[Excerpts from a dataset]
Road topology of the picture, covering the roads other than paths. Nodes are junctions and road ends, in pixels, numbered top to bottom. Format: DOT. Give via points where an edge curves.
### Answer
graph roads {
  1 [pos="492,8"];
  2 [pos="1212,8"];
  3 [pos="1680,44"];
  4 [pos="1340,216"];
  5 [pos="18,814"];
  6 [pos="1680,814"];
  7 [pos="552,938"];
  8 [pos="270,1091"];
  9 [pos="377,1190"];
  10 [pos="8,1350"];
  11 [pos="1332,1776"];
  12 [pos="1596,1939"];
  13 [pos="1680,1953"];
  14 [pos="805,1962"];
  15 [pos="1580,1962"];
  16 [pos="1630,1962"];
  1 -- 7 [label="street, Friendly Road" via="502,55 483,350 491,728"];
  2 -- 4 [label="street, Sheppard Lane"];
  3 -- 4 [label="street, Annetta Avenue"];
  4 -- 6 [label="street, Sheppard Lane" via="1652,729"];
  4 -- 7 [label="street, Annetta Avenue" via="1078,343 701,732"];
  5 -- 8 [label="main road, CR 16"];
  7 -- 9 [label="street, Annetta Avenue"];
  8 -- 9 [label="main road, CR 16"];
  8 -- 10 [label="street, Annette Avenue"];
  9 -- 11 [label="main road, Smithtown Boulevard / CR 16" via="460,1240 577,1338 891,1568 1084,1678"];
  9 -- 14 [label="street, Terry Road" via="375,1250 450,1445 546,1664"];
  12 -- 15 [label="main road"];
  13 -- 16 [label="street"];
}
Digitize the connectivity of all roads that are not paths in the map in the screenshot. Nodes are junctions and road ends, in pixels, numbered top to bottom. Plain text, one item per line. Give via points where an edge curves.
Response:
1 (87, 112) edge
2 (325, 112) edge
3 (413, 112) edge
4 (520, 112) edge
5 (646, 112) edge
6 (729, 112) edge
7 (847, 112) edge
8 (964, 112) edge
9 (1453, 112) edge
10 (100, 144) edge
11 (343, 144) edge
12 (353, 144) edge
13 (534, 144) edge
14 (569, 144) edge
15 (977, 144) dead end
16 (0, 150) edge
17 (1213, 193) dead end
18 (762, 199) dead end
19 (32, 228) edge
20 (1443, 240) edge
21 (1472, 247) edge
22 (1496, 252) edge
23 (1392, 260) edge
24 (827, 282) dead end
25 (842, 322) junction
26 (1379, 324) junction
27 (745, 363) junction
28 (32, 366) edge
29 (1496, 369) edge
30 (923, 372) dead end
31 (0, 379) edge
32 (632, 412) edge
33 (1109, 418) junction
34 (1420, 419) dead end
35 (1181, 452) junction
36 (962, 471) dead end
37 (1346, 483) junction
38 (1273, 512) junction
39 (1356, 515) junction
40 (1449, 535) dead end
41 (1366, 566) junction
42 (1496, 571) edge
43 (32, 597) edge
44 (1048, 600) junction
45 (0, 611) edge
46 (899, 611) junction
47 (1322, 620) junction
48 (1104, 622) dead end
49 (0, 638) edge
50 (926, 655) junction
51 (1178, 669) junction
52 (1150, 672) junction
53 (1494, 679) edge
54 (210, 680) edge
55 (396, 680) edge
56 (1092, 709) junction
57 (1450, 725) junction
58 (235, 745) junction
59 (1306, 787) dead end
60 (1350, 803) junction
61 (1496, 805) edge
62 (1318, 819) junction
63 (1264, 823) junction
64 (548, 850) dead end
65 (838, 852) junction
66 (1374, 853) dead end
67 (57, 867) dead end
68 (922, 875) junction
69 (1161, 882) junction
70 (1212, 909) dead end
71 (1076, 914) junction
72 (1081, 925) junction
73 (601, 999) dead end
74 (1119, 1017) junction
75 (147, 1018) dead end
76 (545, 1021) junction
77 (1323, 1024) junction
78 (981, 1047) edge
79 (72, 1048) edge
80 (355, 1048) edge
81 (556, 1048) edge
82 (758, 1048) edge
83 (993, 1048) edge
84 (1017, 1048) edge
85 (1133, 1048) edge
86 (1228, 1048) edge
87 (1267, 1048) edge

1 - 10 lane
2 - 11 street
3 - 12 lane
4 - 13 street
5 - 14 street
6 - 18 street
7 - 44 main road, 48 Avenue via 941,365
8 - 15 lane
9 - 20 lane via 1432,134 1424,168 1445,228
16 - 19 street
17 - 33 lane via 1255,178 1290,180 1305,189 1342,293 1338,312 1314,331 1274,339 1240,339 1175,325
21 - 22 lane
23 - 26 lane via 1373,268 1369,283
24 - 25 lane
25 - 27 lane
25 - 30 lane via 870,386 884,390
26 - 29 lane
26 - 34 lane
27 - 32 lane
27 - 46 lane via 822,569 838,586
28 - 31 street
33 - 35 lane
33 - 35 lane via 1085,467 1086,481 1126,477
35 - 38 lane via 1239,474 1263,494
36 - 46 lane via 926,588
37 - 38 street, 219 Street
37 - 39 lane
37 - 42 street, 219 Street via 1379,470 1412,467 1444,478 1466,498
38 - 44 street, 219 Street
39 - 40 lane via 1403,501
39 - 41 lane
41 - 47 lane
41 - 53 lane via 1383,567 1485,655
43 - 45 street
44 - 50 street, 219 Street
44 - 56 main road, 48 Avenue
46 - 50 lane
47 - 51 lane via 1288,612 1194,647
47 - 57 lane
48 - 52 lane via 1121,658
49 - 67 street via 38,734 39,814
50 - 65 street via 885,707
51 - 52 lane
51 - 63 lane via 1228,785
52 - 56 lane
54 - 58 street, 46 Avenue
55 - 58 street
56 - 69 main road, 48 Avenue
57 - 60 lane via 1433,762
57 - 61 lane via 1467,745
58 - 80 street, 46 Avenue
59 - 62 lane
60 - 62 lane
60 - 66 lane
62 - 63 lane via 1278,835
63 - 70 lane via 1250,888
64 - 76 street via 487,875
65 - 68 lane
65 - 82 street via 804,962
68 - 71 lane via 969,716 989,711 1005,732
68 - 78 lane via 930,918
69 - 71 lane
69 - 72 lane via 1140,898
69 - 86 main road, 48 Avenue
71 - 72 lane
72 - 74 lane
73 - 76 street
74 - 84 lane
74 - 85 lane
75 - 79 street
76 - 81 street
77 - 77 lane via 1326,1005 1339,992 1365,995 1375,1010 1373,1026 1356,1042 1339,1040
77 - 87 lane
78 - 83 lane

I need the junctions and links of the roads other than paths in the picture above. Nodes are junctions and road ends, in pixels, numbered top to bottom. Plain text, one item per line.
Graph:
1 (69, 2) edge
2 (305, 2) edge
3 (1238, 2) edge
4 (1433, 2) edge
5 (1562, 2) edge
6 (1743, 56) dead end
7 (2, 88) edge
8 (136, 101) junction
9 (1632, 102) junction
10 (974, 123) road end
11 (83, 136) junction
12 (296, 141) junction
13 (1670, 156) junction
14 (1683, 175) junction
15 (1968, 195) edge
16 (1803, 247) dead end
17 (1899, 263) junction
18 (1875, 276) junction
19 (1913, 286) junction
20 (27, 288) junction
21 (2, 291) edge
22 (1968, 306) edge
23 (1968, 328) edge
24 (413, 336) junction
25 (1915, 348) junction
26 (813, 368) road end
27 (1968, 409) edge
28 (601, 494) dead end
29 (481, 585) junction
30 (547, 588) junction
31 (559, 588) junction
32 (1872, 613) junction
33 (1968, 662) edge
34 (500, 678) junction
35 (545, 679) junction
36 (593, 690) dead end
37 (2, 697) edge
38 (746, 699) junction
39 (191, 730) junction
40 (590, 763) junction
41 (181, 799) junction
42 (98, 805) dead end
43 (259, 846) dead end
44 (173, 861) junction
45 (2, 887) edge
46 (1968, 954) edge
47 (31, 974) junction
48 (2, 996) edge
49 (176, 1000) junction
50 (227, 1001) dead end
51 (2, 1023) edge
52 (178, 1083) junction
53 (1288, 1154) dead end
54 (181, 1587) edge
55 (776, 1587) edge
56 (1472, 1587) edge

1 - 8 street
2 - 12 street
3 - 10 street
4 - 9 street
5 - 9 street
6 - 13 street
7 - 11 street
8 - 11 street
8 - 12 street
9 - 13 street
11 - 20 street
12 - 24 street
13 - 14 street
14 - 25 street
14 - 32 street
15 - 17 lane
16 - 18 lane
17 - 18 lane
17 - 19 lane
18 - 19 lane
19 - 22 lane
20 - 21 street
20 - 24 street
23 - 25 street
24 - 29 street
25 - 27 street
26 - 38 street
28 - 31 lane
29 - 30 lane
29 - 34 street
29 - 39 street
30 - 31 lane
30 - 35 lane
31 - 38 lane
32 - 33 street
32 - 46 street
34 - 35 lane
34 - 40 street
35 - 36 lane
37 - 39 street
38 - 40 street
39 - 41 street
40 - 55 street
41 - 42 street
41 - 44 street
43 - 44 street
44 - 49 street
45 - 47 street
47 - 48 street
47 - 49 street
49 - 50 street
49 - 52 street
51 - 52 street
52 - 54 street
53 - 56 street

* Work request
Beginning at the top of the data, extract each line through the line containing "Digitize the connectivity" and return those lines exactly, with nothing added.

* Result for this task
Road topology of the picture, covering the roads other than paths. Nodes are junctions and road ends, in pixels, numbered top to bottom. Format: DOT. Give via points where an edge curves.
### Answer
graph roads {
  1 [pos="492,8"];
  2 [pos="1212,8"];
  3 [pos="1680,44"];
  4 [pos="1340,216"];
  5 [pos="18,814"];
  6 [pos="1680,814"];
  7 [pos="552,938"];
  8 [pos="270,1091"];
  9 [pos="377,1190"];
  10 [pos="8,1350"];
  11 [pos="1332,1776"];
  12 [pos="1596,1939"];
  13 [pos="1680,1953"];
  14 [pos="805,1962"];
  15 [pos="1580,1962"];
  16 [pos="1630,1962"];
  1 -- 7 [label="street, Friendly Road" via="502,55 483,350 491,728"];
  2 -- 4 [label="street, Sheppard Lane"];
  3 -- 4 [label="street, Annetta Avenue"];
  4 -- 6 [label="street, Sheppard Lane" via="1652,729"];
  4 -- 7 [label="street, Annetta Avenue" via="1078,343 701,732"];
  5 -- 8 [label="main road, CR 16"];
  7 -- 9 [label="street, Annetta Avenue"];
  8 -- 9 [label="main road, CR 16"];
  8 -- 10 [label="street, Annette Avenue"];
  9 -- 11 [label="main road, Smithtown Boulevard / CR 16" via="460,1240 577,1338 891,1568 1084,1678"];
  9 -- 14 [label="street, Terry Road" via="375,1250 450,1445 546,1664"];
  12 -- 15 [label="main road"];
  13 -- 16 [label="street"];
}
Digitize the connectivity of all roads that are not paths in the map in the screenshot. Nodes are junctions and road ends, in pixels, numbered top to bottom. Plain text, one item per line. Give via points where an edge curves.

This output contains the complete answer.